"WTO rules do not hinder climate action," said Ditte Juul-Jorgensen of the Commission's trade directorate (DG Trade) yesterday (15 September) while in Brussels for a 'Perfect Storm' seminar on trade, finance and climate.
But "negative action" in the scope of current discussions towards a successor agreement to the Kyoto Protocol under the UN Framework Convention on Climate Change (UNFCCC) could hamper global trade discussions, said Juul-Jorgensen, who heads a unit on sustainable development in DG Trade.
Her comments were a thinly-veiled reference to the import restrictions or border tariffs that may be imposed by developed states to prevent carbon leakage.
The seminar was organised by Globe EU, a network of Parliament members and the Institute for Environmental Security, with the media support of EurActiv.
Back to barriers?
While the EU may ultimately opt against trade mechanisms and revert instead to some level of free emissions allowances to protect its most 'vulnerable' industries (see EurActiv 18/06/08), the picture looks different in the US. Any climate bill adopted by Washington is likely to include some form of import restrictions, according to Benjamin Simmons, a legal officer at the Economics and Trade Branch of the UN Environment Programme (UNEP).
This prospect worries proponents of open markets and international trade.

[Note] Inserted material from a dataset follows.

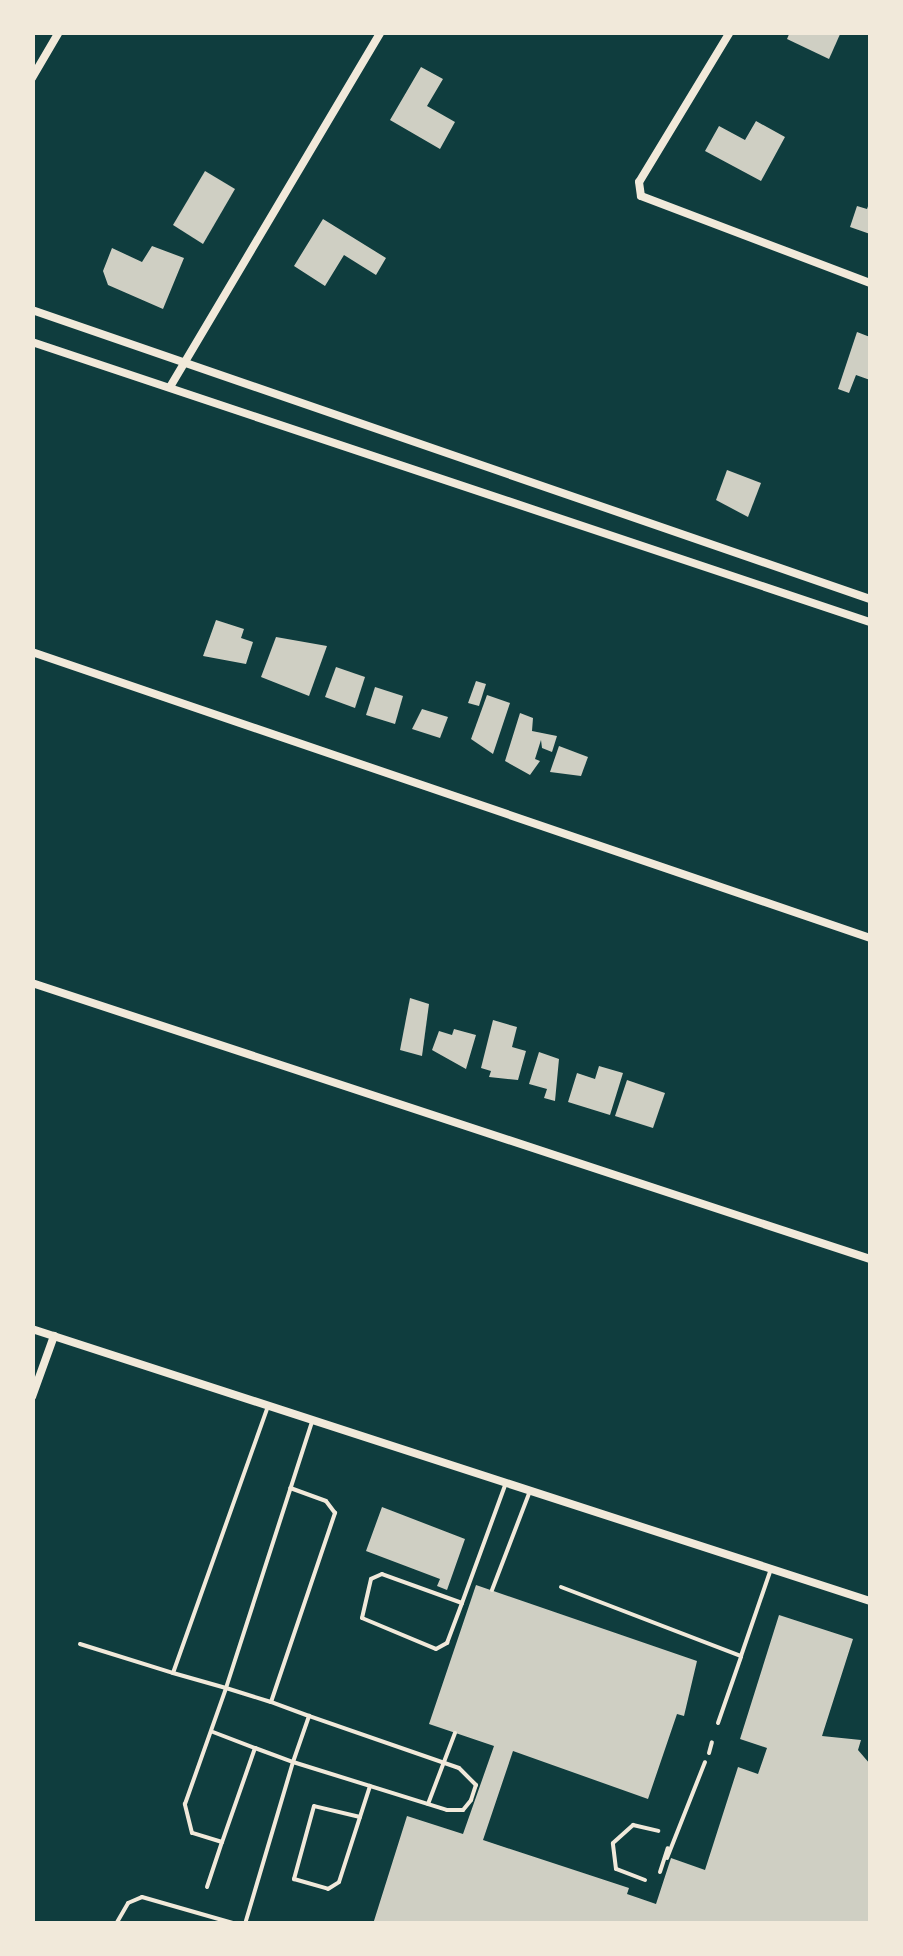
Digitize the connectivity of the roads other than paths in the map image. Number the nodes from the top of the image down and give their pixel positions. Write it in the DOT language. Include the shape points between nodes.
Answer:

Unilateral trade restrictions such as CO2-based import tariffs are "no more than a distraction" and will never offer a solution for an international climate deal, warned Doaa Abdel Motaal, an advisor of WTO Director-General Pascal Lamy in Geneva.

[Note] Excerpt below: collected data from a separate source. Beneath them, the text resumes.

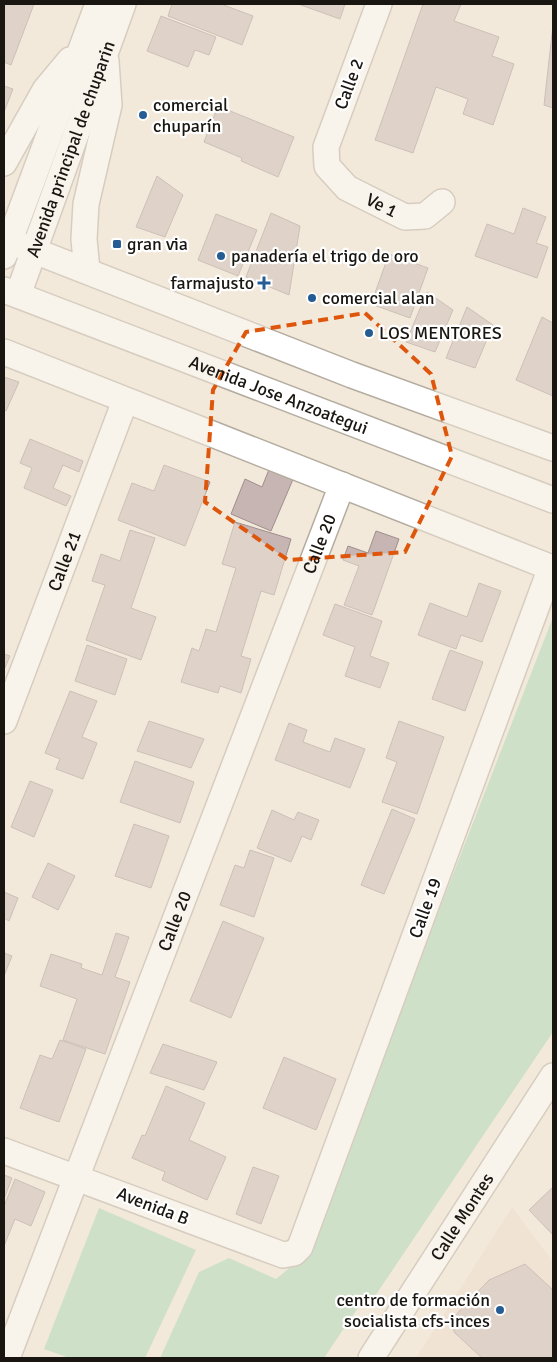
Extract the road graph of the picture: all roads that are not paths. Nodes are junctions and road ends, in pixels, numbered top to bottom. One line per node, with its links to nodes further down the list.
1 (98, 4): 4 (street, Avenida principal de chuparin)
2 (123, 4): 4 (street, Avenida principal de chuparin)
3 (379, 4): 6 (street, Calle 2)
4 (94, 47): 5 (street); 8 (street, Avenida principal de chuparin); 9 (street, Avenida principal de chuparin); 10 (street)
5 (4, 163)
6 (327, 166): 7 (street, Ve 1)
7 (442, 202)
8 (5, 245): 9 (street)
9 (35, 251): 10 (street); 11 (street, Avenida principal de chuparin)
10 (87, 271): 14 (street)
11 (11, 293): 16 (street, Avenida Jose Anzoategui)
12 (4, 352): 13 (street)
13 (125, 401): 15 (street); 17 (street, Calle 21)
14 (553, 448)
15 (342, 485): 20 (street, Calle 20); 21 (street, Calle 19)
16 (553, 500)
17 (4, 721)
18 (553, 1076): 23 (street, Calle Montes)
19 (4, 1151): 20 (street, Avenida B)
20 (76, 1176): 21 (street, Avenida B); 22 (street, Calle 20)
21 (300, 1246)
22 (7, 1358)
23 (371, 1358)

Trade based measures may offer "only a second or even third best option" for dealing with climate change, said Motaal, who lamented that the current focus on such measures is "very disheartening". Proponents of free trade like Motaal argue that import barriers simply lead to a diversion of 'dirty' exports and provide no incentive for developing states to obtain clean technologies and/or to push through industrial emissions reductions.

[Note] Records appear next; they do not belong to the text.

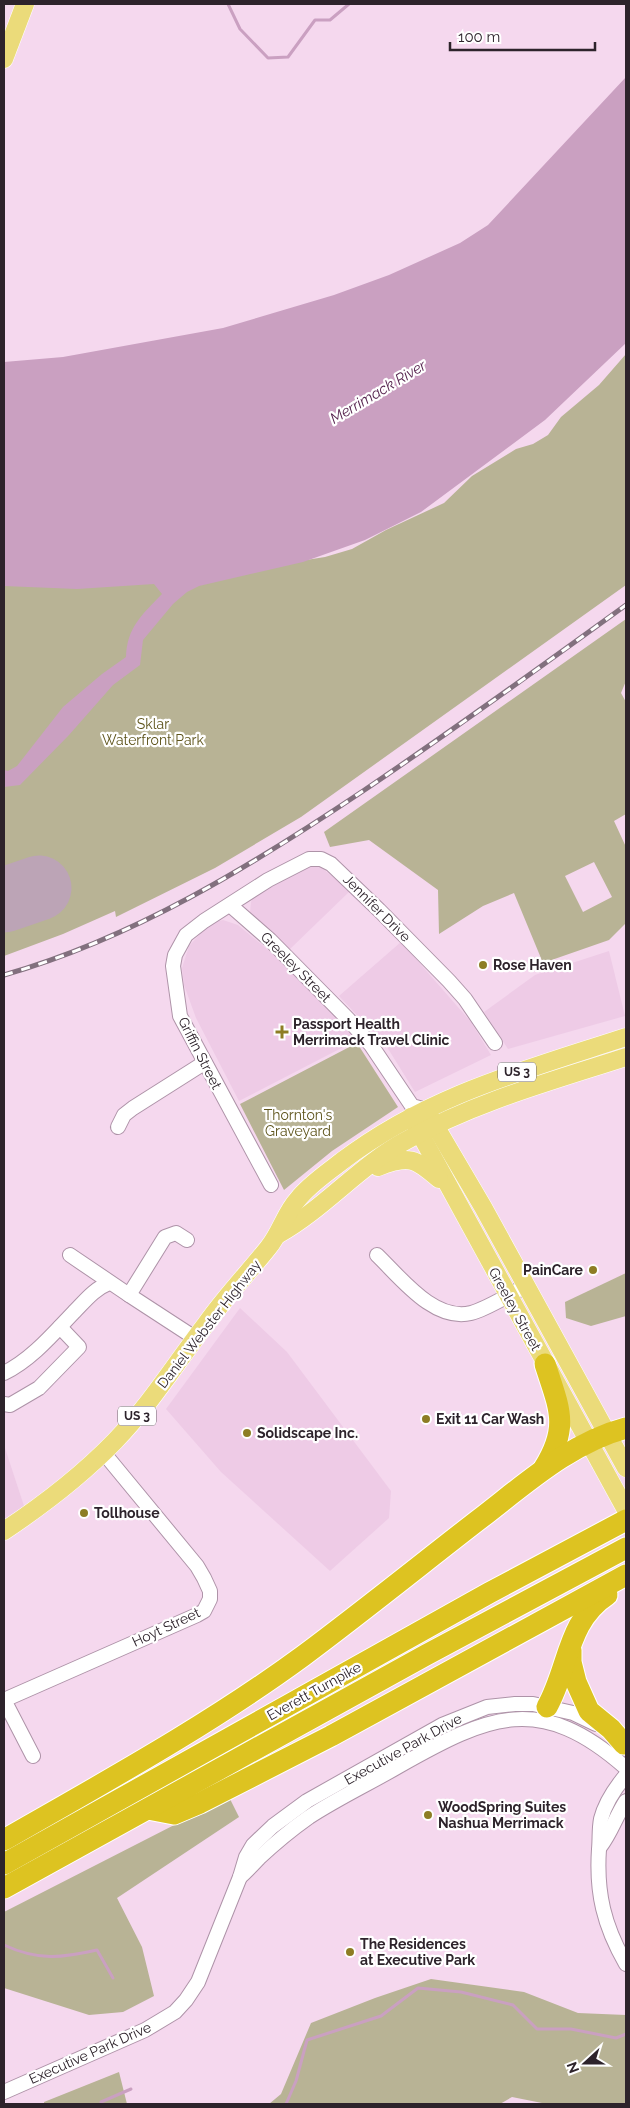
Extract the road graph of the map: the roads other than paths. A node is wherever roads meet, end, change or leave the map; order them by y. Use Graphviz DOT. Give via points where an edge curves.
graph roads {
  1 [pos="26,4"];
  2 [pos="4,59"];
  3 [pos="230,906"];
  4 [pos="626,1037"];
  5 [pos="495,1043"];
  6 [pos="626,1057"];
  7 [pos="204,1063"];
  8 [pos="416,1111"];
  9 [pos="436,1126"];
  10 [pos="118,1127"];
  11 [pos="418,1134"];
  12 [pos="359,1174"];
  13 [pos="271,1185"];
  14 [pos="448,1186"];
  15 [pos="279,1234"];
  16 [pos="187,1240"];
  17 [pos="70,1255"];
  18 [pos="377,1255"];
  19 [pos="109,1283"];
  20 [pos="526,1286"];
  21 [pos="129,1295"];
  22 [pos="508,1295"];
  23 [pos="60,1327"];
  24 [pos="195,1338"];
  25 [pos="546,1364"];
  26 [pos="4,1374"];
  27 [pos="4,1404"];
  28 [pos="607,1434"];
  29 [pos="103,1452"];
  30 [pos="626,1468"];
  31 [pos="542,1470"];
  32 [pos="623,1519"];
  33 [pos="4,1531"];
  34 [pos="626,1548"];
  35 [pos="626,1575"];
  36 [pos="626,1584"];
  37 [pos="571,1646"];
  38 [pos="4,1700"];
  39 [pos="544,1714"];
  40 [pos="625,1745"];
  41 [pos="33,1756"];
  42 [pos="626,1768"];
  43 [pos="626,1775"];
  44 [pos="626,1801"];
  45 [pos="148,1809"];
  46 [pos="4,1840"];
  47 [pos="599,1848"];
  48 [pos="4,1864"];
  49 [pos="4,1888"];
  50 [pos="626,1964"];
  51 [pos="4,2092"];
  1 -- 2 [label="main road"];
  3 -- 5 [label="street, Jennifer Drive" via="299,863 321,859 331,864 449,982"];
  3 -- 7 [label="street, Griffin Street" via="194,928 180,944 173,966 180,1016"];
  3 -- 8 [label="street, Greeley Street" via="270,940 348,1019 371,1045"];
  4 -- 8 [label="main road, Daniel Webster Highway / US 3" via="485,1083"];
  6 -- 9 [label="main road, Daniel Webster Highway / US 3" via="509,1095"];
  7 -- 10 [label="street" via="133,1108 124,1115"];
  7 -- 13 [label="street, Griffin Street"];
  8 -- 9 [label="main road, Greeley Street"];
  8 -- 11 [label="main road, Greeley Street"];
  8 -- 15 [label="main road, Daniel Webster Highway / US 3" via="357,1150 298,1198"];
  9 -- 11 [label="main road, Daniel Webster Highway / US 3"];
  9 -- 20 [label="main road, Greeley Street"];
  11 -- 12 [label="main road, Daniel Webster Highway / US 3"];
  11 -- 14 [label="main road, Greeley Street"];
  12 -- 14 [label="main road" via="393,1161 409,1159 424,1165"];
  12 -- 15 [label="main road, Daniel Webster Highway / US 3"];
  14 -- 22 [label="main road, Greeley Street"];
  15 -- 24 [label="main road, Daniel Webster Highway / US 3"];
  16 -- 21 [label="street" via="176,1233 165,1237"];
  17 -- 19 [label="street"];
  18 -- 22 [label="street" via="423,1298 453,1315 473,1313"];
  19 -- 21 [label="street"];
  19 -- 23 [label="street" via="94,1291"];
  20 -- 22 [label="street"];
  20 -- 28 [label="main road, Greeley Street"];
  21 -- 24 [label="street"];
  22 -- 25 [label="main road, Greeley Street"];
  23 -- 26 [label="street" via="32,1354"];
  23 -- 27 [label="street" via="79,1347 39,1388 10,1406"];
  24 -- 29 [label="main road, Daniel Webster Highway / US 3" via="140,1414"];
  25 -- 28 [label="main road, Greeley Street"];
  25 -- 31 [label="highway" via="561,1420 558,1442"];
  28 -- 30 [label="main road, Greeley Street"];
  28 -- 31 [label="highway"];
  28 -- 32 [label="main road, Greeley Street"];
  29 -- 33 [label="main road, Daniel Webster Highway / US 3" via="52,1496"];
  29 -- 38 [label="street, Hoyt Street" via="197,1566 210,1591 208,1605 197,1615"];
  31 -- 46 [label="highway" via="295,1661 210,1719"];
  32 -- 48 [label="highway, Everett Turnpike"];
  34 -- 45 [label="highway, Everett Turnpike"];
  35 -- 45 [label="highway" via="331,1736 200,1803 174,1814"];
  36 -- 37 [label="highway" via="595,1603 578,1626"];
  37 -- 39 [label="highway"];
  37 -- 40 [label="highway" via="576,1682 589,1711"];
  38 -- 41 [label="street, Hoyt Street"];
  39 -- 40 [label="street, Executive Park Drive" via="584,1717"];
  39 -- 42 [label="street, Executive Park Drive" via="584,1736"];
  39 -- 51 [label="street, Executive Park Drive" via="523,1704 487,1707 442,1725 290,1812 253,1845 246,1856 198,1982 175,2012 146,2030"];
  43 -- 47 [label="street" via="602,1818"];
  44 -- 47 [label="street"];
  45 -- 49 [label="highway, Everett Turnpike"];
  47 -- 50 [label="street" via="597,1872 602,1908"];
}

Global trade talks under the so-called Doha Round collapsed in late July, largely due to disagreements between rich and poor nations over farm subsidies and agricultural trade regimes. The failure of Doha has raised questions about whether or not a global climate change deal can be effective if the multilateral trading regime under the WTO is in tatters.
Peter Mandelson, the EU's trade commissioner, yesterday told the Parliament's International Trade Committee that "there is no plan B" for Doha. Efforts and negotiations should continue since settling for failure would impact negatively on global climate change talks, Mandelson said.
But experts disagree on the extent to which a healthy WTO is a prerequisite for a success in Copenhagen in December 2009, when international negotiators meet to finalise a possible successor deal to the Kyoto Protocol.
Pascal Lamy argues that a global climate change deal must come first, so that WTO partners can re-adjust their trading stances.
Simmons disagrees. While the future of global trade talks may remain uncertain, existing WTO rules and mechanisms could be strengthened to provide positive input into global climate talks. WTO reporting standards on the level of energy subsidies could be tightened, for example, to provide a clearer picture of how market distortions, notably continued state subsidies for the fossil fuel sector, impact and hamper the development of a global market for clean technologies, he said.
Carrots, not sticks
Meanwhile, MEPs in the Parliament's Development Committee are pushing for a massive transfer of funds to poorer states to ensure that their industrialisation and escape from poverty is realised without a huge spike in global CO2 emissions.
Monies should be allocated through large-scale transfer of funds derived from the spoils of emissions permit trading under the EU ETS, whereby member states should devote at least a quarter of the funds obtained through the EU ETS to developing country funds, which would allow the EU to donate €2 billion annually as of 2010 and up to €10 billion annually as of 2020, according to an own initiative report adopted by the committee yesterday (15 September).
But EU member states have already indicated their opposition to being told by Brussels how to spend the revenues from EU ETS permit auctions, and the issue is set to remain contentious as EU legislators race to finalise the EU's climate and energy package before the end of the Parliament's legislature in March 2009.